### TASK
Within the data below, count the lines that include the word "Plain". Provide the number and nothing further.

### RECORDS PROVIDED
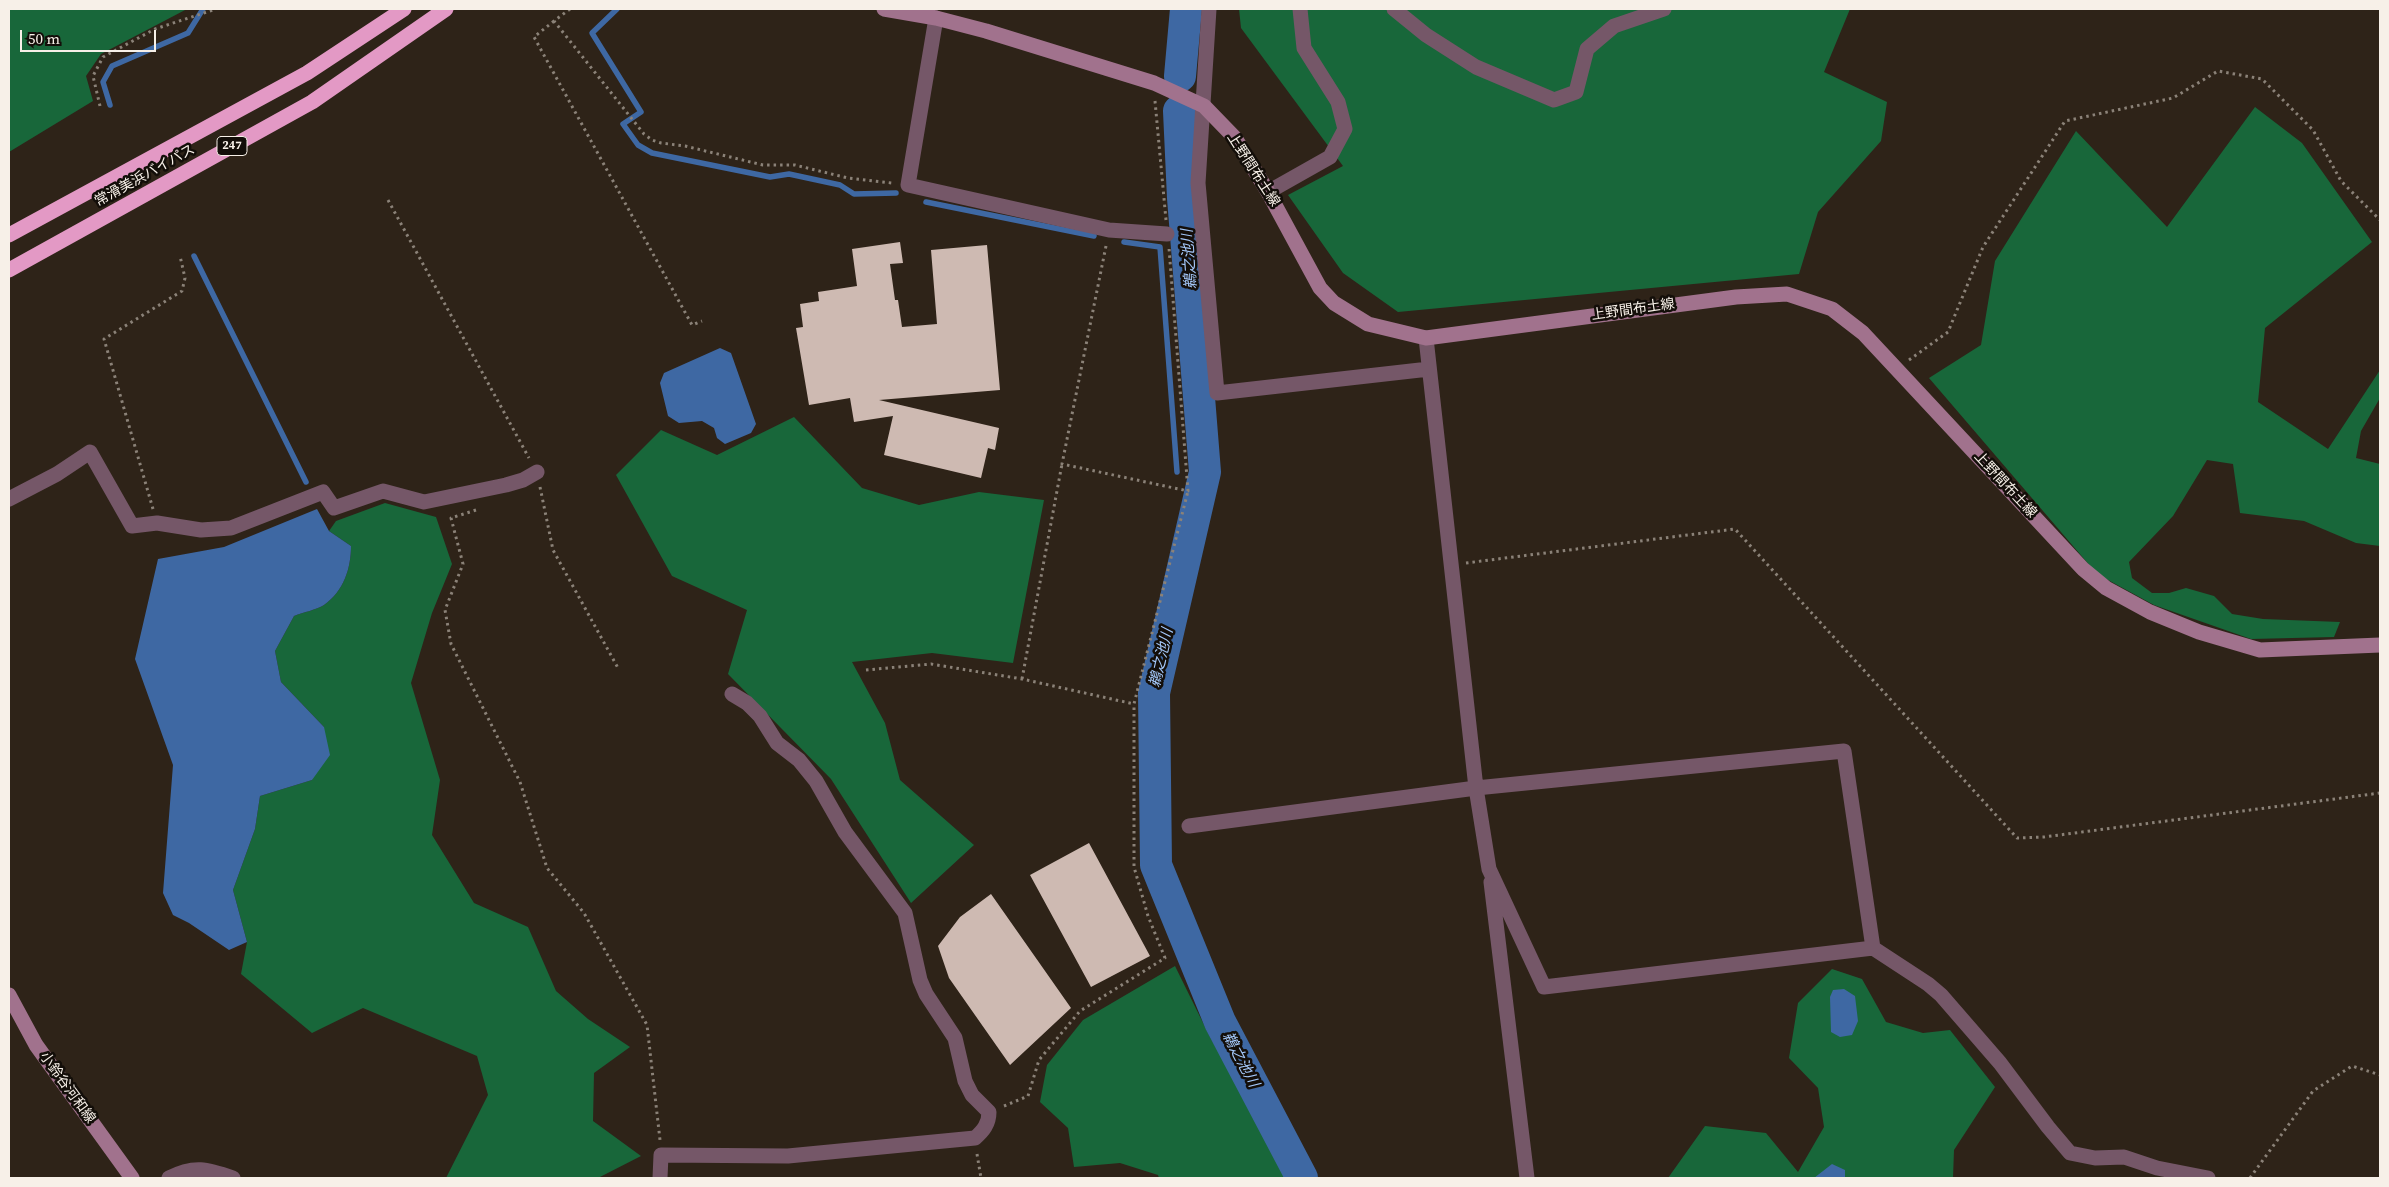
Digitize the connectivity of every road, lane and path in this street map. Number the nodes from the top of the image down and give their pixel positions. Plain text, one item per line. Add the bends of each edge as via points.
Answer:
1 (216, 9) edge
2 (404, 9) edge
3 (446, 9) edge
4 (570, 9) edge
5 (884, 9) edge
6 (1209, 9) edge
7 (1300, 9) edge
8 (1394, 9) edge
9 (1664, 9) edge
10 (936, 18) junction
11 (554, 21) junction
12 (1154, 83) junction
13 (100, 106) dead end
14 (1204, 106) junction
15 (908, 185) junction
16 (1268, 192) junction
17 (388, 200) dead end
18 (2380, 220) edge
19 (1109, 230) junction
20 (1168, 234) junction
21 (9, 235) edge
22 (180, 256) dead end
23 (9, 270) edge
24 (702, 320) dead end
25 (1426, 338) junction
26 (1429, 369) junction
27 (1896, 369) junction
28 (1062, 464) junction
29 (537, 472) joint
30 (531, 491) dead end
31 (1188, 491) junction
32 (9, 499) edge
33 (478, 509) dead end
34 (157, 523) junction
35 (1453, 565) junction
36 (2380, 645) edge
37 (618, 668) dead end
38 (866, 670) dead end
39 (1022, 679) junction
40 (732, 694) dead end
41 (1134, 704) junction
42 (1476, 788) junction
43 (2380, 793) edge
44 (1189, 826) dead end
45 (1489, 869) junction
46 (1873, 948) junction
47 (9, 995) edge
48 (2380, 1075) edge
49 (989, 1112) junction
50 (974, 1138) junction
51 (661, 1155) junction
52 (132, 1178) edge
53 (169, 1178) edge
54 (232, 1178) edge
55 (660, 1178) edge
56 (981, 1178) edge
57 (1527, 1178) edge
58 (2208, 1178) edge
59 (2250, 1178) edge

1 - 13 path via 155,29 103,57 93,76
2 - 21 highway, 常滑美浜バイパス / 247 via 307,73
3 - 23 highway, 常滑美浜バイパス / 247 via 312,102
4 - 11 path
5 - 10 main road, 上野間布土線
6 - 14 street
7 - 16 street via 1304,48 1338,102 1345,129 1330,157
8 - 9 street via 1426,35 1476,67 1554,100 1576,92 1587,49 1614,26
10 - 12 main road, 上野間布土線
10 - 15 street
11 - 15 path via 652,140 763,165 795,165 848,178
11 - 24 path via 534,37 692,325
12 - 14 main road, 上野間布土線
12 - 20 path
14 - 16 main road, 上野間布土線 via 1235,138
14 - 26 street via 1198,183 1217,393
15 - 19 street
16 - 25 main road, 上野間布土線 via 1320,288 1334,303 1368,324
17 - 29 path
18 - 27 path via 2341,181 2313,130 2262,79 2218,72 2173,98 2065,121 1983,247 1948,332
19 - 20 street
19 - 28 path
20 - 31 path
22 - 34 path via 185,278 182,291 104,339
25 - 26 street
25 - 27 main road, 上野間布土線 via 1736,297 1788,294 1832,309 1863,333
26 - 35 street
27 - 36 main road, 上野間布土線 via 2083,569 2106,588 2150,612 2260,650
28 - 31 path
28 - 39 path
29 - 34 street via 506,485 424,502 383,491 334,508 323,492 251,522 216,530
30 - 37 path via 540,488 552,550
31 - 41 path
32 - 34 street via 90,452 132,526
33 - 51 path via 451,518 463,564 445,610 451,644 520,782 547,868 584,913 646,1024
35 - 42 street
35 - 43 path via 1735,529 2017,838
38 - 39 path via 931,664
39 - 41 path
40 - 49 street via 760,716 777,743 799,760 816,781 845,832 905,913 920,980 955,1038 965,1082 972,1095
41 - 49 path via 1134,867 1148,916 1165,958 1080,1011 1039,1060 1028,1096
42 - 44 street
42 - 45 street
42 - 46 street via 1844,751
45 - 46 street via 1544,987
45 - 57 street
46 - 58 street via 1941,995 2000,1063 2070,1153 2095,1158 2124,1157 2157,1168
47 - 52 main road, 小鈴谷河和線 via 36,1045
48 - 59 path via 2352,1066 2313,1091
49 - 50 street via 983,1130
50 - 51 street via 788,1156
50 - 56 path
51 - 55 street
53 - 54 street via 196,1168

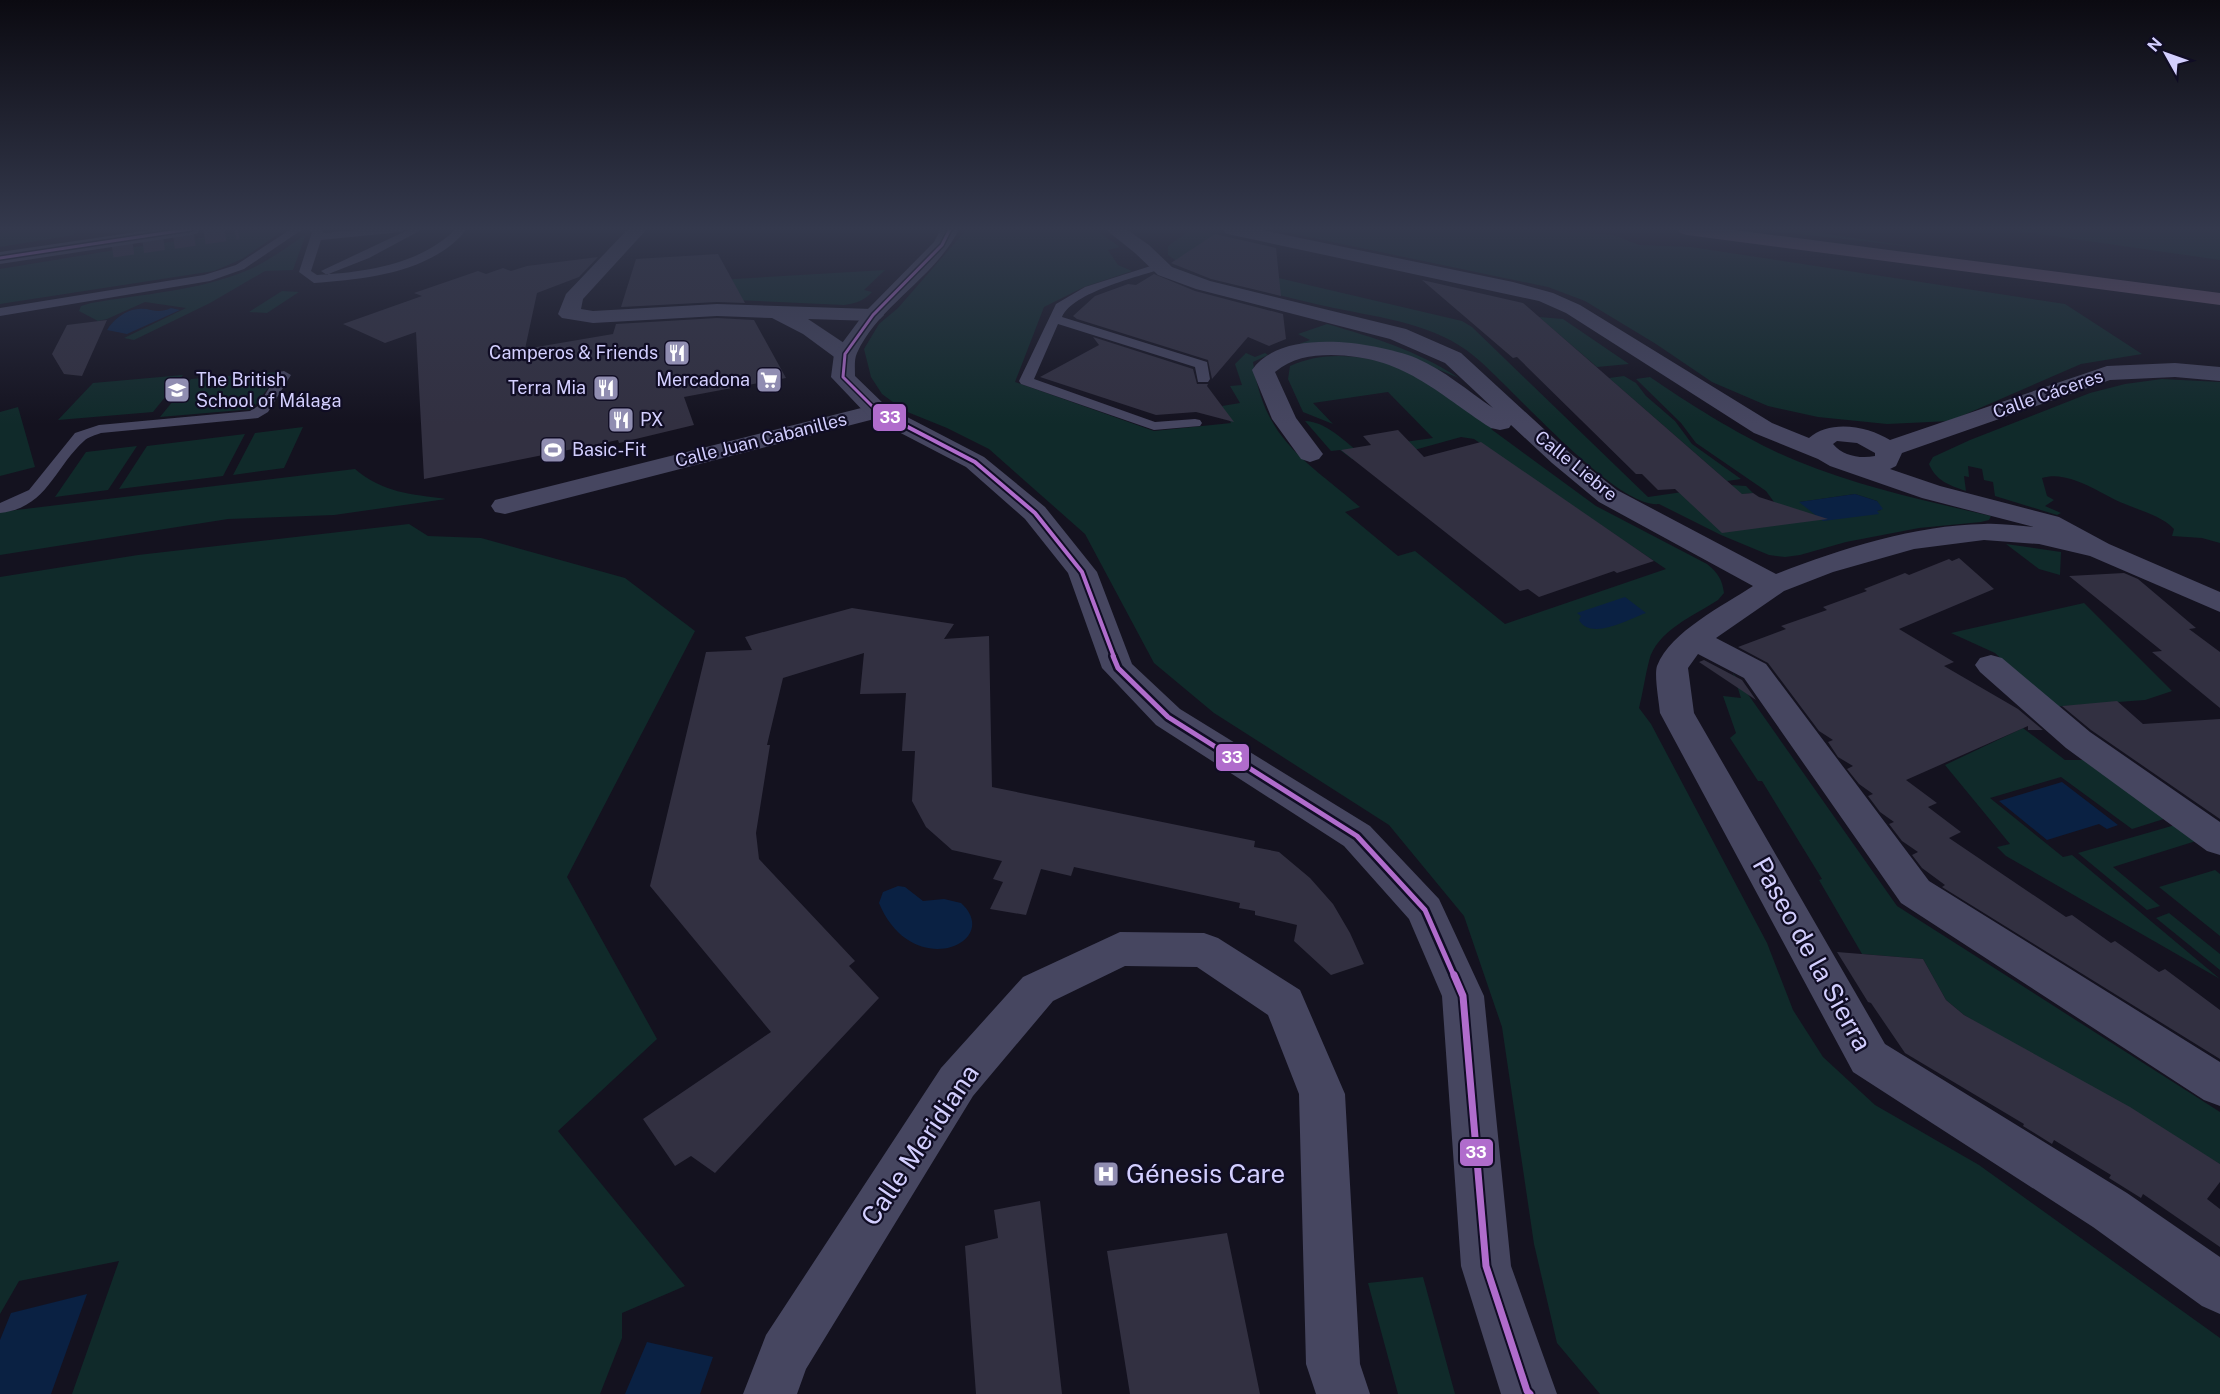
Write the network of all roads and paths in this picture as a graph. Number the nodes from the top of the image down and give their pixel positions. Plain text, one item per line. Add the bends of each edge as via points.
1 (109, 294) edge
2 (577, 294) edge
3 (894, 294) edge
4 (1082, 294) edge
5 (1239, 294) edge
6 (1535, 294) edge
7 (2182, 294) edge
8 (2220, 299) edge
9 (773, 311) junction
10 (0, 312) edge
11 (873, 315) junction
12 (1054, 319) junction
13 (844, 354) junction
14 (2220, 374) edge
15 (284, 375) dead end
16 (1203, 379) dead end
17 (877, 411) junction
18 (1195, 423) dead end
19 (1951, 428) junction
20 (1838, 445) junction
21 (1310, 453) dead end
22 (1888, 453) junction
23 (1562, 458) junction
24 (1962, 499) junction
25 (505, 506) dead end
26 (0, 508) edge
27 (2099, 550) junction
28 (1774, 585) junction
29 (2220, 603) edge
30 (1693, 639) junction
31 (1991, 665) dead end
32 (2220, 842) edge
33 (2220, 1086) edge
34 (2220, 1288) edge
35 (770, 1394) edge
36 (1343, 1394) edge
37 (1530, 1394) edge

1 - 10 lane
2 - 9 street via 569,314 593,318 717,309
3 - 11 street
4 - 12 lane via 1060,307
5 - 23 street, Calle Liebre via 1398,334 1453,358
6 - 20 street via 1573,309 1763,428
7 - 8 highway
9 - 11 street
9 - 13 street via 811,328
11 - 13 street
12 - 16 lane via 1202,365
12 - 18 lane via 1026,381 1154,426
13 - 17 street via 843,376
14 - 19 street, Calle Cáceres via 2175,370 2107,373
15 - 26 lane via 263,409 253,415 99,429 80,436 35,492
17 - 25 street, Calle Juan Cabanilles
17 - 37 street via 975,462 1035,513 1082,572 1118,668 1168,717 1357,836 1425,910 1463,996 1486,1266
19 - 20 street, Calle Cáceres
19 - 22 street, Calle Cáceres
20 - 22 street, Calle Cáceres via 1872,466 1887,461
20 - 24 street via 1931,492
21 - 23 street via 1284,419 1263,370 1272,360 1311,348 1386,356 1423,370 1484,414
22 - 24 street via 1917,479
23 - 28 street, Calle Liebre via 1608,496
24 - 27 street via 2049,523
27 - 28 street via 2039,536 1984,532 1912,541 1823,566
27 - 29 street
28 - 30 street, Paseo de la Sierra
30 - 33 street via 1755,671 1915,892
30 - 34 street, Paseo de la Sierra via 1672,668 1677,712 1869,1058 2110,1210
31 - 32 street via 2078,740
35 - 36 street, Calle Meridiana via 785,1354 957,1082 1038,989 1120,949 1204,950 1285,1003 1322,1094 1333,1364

### RESPONSE TO THE EXERCISE
2